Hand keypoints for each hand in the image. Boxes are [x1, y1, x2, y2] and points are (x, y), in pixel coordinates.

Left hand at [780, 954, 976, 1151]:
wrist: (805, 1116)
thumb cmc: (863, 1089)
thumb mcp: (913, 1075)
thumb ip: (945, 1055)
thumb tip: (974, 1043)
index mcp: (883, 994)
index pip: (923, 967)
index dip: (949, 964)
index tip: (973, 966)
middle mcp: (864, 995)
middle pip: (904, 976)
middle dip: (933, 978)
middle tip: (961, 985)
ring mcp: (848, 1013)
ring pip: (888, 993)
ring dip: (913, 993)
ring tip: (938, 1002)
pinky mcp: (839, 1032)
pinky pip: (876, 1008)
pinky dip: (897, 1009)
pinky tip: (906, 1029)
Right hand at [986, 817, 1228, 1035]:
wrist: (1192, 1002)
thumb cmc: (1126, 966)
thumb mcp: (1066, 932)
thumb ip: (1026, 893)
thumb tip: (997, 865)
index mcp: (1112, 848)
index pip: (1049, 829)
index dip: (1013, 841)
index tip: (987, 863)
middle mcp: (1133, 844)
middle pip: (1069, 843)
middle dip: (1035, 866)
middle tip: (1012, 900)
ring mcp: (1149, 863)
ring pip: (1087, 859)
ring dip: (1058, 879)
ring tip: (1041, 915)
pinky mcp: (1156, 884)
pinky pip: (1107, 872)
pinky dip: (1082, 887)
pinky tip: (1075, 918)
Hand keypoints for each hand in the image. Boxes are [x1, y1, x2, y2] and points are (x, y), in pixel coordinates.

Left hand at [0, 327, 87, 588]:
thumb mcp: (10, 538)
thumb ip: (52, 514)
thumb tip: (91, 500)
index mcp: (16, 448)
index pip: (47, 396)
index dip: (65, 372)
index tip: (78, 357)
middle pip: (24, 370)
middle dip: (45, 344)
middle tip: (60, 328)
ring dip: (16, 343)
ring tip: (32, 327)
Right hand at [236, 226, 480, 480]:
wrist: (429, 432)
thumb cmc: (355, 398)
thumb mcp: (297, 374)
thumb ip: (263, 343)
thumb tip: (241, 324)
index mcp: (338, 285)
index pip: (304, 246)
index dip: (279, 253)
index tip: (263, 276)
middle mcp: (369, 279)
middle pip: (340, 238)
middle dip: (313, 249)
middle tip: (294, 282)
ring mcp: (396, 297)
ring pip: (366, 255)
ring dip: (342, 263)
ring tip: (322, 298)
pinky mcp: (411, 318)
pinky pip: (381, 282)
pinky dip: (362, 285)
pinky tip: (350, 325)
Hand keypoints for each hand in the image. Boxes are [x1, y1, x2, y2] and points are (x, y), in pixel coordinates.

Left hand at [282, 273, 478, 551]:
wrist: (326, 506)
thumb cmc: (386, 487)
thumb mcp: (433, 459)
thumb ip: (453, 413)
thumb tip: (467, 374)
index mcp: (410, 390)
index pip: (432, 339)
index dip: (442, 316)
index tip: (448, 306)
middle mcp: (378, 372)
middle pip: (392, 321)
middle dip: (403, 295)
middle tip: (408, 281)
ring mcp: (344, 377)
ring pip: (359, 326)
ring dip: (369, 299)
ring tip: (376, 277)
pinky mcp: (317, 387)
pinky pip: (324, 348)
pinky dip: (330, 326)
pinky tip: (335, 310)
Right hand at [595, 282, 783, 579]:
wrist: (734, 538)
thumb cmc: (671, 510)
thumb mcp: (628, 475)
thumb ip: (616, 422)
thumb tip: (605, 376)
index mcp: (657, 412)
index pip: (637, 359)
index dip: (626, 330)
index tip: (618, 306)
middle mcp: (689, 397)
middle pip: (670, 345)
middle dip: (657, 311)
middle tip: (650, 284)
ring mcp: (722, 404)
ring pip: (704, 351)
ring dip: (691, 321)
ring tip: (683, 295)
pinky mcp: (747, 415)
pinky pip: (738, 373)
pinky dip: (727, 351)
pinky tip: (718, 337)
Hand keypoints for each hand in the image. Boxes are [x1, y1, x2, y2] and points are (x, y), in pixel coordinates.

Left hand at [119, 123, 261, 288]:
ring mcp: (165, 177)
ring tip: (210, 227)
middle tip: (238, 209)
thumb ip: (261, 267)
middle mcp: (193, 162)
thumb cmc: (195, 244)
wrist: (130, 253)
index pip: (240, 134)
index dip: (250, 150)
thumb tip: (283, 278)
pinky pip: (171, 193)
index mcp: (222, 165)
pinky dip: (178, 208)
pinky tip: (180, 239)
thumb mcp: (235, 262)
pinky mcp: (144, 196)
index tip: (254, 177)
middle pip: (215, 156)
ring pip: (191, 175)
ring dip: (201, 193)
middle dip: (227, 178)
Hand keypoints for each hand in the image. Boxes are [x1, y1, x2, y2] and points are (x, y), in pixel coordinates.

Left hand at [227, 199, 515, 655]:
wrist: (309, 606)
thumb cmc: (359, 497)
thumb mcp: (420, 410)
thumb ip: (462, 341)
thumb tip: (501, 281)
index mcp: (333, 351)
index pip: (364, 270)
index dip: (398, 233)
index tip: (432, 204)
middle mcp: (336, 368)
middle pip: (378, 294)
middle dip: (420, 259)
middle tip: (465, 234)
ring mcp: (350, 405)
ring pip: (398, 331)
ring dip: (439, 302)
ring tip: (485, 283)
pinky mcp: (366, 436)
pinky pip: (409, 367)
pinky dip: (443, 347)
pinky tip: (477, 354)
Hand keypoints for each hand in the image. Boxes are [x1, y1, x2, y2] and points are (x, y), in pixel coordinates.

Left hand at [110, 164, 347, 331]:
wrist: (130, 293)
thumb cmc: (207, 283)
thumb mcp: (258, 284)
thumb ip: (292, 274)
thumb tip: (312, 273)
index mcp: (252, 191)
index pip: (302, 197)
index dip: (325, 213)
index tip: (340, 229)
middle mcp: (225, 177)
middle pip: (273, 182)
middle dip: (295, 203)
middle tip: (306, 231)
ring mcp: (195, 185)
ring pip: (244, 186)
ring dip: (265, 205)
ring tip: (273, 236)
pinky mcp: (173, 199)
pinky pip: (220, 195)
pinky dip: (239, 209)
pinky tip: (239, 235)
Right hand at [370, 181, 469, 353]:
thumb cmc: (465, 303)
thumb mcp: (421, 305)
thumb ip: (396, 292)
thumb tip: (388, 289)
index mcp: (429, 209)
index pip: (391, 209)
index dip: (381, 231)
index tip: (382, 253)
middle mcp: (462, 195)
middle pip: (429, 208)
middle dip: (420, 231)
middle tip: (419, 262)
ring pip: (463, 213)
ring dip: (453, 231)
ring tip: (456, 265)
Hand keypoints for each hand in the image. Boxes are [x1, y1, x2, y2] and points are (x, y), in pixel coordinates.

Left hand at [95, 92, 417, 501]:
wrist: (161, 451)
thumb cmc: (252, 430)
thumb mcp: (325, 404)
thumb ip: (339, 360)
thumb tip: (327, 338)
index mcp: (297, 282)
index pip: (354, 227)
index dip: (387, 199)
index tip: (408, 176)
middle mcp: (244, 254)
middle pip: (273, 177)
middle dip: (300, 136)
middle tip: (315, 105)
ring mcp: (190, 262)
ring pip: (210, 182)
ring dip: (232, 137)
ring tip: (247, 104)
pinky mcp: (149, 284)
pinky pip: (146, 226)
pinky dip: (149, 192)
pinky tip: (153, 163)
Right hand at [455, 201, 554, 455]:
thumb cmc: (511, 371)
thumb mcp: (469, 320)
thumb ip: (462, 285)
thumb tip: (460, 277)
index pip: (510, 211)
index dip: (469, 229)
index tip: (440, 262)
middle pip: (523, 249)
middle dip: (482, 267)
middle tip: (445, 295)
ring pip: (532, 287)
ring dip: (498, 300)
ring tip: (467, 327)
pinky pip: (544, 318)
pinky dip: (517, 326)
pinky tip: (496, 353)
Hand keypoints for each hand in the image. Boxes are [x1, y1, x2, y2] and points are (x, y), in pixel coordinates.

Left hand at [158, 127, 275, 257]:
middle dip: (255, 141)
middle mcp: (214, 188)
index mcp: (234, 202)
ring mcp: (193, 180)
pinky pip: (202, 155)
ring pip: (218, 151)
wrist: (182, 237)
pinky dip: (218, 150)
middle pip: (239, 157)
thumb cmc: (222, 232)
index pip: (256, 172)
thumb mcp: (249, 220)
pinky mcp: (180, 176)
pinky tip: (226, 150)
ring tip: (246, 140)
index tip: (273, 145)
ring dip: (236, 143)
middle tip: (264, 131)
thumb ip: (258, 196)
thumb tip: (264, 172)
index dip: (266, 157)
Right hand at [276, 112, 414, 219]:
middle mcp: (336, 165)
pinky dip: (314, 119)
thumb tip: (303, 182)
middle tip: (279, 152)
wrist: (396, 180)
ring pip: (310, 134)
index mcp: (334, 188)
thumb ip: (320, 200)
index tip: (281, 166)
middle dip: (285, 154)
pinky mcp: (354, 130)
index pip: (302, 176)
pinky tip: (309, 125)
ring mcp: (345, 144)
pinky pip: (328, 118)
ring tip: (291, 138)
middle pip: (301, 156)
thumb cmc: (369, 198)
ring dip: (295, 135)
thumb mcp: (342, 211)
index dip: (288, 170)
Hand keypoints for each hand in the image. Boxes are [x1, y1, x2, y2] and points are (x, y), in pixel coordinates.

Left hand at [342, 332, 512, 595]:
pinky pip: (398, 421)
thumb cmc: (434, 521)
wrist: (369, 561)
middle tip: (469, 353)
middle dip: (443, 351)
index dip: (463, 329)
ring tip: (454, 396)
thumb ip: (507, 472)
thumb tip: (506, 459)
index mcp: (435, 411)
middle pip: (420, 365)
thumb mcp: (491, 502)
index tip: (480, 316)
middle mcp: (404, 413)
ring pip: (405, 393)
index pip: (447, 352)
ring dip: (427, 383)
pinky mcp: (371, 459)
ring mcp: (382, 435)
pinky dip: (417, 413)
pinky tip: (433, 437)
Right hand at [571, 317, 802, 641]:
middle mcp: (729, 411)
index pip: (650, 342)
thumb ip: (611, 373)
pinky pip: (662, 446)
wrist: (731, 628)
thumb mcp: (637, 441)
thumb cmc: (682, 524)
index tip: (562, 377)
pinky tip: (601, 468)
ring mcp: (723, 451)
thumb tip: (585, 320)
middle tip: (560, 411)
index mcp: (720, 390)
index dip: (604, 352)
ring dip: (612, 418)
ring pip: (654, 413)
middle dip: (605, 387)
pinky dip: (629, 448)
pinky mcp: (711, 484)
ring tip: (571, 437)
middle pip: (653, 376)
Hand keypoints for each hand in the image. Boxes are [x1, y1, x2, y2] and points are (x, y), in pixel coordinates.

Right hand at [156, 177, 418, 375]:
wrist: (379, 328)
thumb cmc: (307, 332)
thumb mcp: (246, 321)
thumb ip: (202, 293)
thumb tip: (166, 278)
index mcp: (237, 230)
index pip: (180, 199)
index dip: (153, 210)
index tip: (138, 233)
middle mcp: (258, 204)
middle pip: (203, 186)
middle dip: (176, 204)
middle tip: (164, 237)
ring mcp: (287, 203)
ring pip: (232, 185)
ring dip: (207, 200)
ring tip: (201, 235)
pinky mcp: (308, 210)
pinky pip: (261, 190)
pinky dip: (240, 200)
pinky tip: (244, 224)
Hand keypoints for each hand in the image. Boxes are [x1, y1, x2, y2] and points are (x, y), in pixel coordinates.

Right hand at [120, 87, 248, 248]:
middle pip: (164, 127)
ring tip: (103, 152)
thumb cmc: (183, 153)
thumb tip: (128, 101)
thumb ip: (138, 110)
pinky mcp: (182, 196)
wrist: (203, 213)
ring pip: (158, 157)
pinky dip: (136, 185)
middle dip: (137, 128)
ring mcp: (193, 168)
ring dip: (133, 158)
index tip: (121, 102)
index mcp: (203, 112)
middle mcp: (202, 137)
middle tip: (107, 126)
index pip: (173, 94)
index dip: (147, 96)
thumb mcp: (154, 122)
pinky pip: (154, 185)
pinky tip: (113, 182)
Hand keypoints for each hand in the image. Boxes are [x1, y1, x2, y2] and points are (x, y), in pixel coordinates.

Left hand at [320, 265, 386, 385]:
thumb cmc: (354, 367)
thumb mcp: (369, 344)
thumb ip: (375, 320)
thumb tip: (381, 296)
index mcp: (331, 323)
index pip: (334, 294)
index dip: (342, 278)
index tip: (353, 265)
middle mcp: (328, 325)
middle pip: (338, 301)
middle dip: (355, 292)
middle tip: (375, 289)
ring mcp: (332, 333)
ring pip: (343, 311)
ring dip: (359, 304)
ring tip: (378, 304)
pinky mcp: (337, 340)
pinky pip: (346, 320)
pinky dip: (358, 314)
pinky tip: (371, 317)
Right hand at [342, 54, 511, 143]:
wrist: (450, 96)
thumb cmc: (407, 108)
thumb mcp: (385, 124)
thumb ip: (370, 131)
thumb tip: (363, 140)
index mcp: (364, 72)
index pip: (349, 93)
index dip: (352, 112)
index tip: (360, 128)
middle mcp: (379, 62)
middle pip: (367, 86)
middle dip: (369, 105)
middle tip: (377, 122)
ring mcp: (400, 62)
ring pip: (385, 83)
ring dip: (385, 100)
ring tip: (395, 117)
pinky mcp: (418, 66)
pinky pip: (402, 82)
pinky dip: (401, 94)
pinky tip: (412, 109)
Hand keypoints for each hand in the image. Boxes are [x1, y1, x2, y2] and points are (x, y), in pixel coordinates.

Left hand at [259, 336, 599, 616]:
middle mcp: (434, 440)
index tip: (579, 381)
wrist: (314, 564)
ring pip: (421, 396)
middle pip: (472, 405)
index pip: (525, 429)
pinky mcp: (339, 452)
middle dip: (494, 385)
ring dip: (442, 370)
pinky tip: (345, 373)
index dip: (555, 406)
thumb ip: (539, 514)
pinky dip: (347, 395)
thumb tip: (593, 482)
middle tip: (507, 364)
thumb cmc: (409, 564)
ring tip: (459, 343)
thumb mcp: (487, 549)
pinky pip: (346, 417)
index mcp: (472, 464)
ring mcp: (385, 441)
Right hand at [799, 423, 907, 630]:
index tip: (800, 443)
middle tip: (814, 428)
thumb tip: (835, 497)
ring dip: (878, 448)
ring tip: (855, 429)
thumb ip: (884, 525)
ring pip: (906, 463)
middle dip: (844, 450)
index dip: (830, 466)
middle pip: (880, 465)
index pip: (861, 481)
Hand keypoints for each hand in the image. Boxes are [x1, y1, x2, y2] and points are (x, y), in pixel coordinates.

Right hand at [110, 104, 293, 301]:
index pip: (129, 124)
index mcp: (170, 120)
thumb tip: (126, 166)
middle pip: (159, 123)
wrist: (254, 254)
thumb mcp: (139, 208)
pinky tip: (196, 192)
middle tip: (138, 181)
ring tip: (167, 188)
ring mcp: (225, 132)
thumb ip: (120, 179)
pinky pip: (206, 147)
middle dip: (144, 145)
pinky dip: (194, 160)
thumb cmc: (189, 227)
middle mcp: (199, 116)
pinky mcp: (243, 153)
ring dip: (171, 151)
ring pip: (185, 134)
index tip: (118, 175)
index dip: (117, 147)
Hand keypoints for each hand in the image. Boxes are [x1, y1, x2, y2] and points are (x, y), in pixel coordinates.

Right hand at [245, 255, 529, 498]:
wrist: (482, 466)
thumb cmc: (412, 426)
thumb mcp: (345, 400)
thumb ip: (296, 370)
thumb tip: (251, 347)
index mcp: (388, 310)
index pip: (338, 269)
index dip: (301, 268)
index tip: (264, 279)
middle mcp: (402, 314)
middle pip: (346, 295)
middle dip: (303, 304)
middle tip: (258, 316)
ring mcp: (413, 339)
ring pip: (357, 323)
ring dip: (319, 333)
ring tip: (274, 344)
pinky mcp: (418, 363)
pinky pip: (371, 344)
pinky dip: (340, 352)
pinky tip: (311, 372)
⁂
Apply a filter for "Left" to the entries and show each line that passes.

Left hand at [780, 954, 976, 1151]:
Left hand at [0, 327, 87, 588]:
Left hand at [282, 273, 478, 551]:
Left hand at [119, 123, 261, 288]:
Left hand at [227, 199, 515, 655]:
Left hand at [110, 164, 347, 331]:
Left hand at [95, 92, 417, 501]:
Left hand at [158, 127, 275, 257]:
Left hand at [342, 332, 512, 595]:
Left hand at [320, 265, 386, 385]:
Left hand at [259, 336, 599, 616]:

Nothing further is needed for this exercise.